- _Source material_:
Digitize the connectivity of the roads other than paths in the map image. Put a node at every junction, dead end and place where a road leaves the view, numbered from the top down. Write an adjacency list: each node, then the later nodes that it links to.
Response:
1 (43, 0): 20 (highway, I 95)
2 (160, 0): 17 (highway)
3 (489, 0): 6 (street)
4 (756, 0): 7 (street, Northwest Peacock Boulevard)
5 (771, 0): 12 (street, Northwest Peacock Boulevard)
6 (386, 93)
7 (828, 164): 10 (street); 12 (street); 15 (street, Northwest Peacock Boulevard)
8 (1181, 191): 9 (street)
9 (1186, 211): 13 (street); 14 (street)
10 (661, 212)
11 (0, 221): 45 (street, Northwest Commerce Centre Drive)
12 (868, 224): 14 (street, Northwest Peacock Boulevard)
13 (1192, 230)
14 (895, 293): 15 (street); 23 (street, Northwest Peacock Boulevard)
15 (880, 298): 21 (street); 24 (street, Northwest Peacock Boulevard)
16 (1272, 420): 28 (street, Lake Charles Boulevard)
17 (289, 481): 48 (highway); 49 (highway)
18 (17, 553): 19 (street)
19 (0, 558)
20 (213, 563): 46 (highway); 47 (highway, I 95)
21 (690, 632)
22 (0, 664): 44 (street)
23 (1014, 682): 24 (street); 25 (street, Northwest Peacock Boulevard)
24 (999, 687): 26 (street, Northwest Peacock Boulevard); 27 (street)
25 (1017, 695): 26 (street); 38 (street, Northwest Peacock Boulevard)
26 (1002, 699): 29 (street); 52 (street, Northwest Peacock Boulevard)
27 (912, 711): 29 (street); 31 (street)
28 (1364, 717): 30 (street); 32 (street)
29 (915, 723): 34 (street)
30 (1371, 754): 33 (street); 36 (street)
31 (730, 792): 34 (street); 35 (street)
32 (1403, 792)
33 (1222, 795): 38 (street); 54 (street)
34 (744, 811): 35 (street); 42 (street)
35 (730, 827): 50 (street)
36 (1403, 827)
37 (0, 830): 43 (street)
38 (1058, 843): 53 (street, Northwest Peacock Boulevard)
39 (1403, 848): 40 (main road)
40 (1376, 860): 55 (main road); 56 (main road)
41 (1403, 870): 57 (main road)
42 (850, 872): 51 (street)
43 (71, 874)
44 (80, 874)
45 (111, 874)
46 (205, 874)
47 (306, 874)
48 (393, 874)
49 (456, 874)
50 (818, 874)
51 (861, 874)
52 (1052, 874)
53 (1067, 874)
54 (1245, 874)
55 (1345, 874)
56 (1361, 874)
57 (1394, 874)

- _Assignment_: Repeat each of the entries exactly.

- _Answer to this exercise_:
Digitize the connectivity of the roads other than paths in the map image. Put a node at every junction, dead end and place where a road leaves the view, numbered from the top down. Write an adjacency list: each node, then the later nodes that it links to.
Response:
1 (43, 0): 20 (highway, I 95)
2 (160, 0): 17 (highway)
3 (489, 0): 6 (street)
4 (756, 0): 7 (street, Northwest Peacock Boulevard)
5 (771, 0): 12 (street, Northwest Peacock Boulevard)
6 (386, 93)
7 (828, 164): 10 (street); 12 (street); 15 (street, Northwest Peacock Boulevard)
8 (1181, 191): 9 (street)
9 (1186, 211): 13 (street); 14 (street)
10 (661, 212)
11 (0, 221): 45 (street, Northwest Commerce Centre Drive)
12 (868, 224): 14 (street, Northwest Peacock Boulevard)
13 (1192, 230)
14 (895, 293): 15 (street); 23 (street, Northwest Peacock Boulevard)
15 (880, 298): 21 (street); 24 (street, Northwest Peacock Boulevard)
16 (1272, 420): 28 (street, Lake Charles Boulevard)
17 (289, 481): 48 (highway); 49 (highway)
18 (17, 553): 19 (street)
19 (0, 558)
20 (213, 563): 46 (highway); 47 (highway, I 95)
21 (690, 632)
22 (0, 664): 44 (street)
23 (1014, 682): 24 (street); 25 (street, Northwest Peacock Boulevard)
24 (999, 687): 26 (street, Northwest Peacock Boulevard); 27 (street)
25 (1017, 695): 26 (street); 38 (street, Northwest Peacock Boulevard)
26 (1002, 699): 29 (street); 52 (street, Northwest Peacock Boulevard)
27 (912, 711): 29 (street); 31 (street)
28 (1364, 717): 30 (street); 32 (street)
29 (915, 723): 34 (street)
30 (1371, 754): 33 (street); 36 (street)
31 (730, 792): 34 (street); 35 (street)
32 (1403, 792)
33 (1222, 795): 38 (street); 54 (street)
34 (744, 811): 35 (street); 42 (street)
35 (730, 827): 50 (street)
36 (1403, 827)
37 (0, 830): 43 (street)
38 (1058, 843): 53 (street, Northwest Peacock Boulevard)
39 (1403, 848): 40 (main road)
40 (1376, 860): 55 (main road); 56 (main road)
41 (1403, 870): 57 (main road)
42 (850, 872): 51 (street)
43 (71, 874)
44 (80, 874)
45 (111, 874)
46 (205, 874)
47 (306, 874)
48 (393, 874)
49 (456, 874)
50 (818, 874)
51 (861, 874)
52 (1052, 874)
53 (1067, 874)
54 (1245, 874)
55 (1345, 874)
56 (1361, 874)
57 (1394, 874)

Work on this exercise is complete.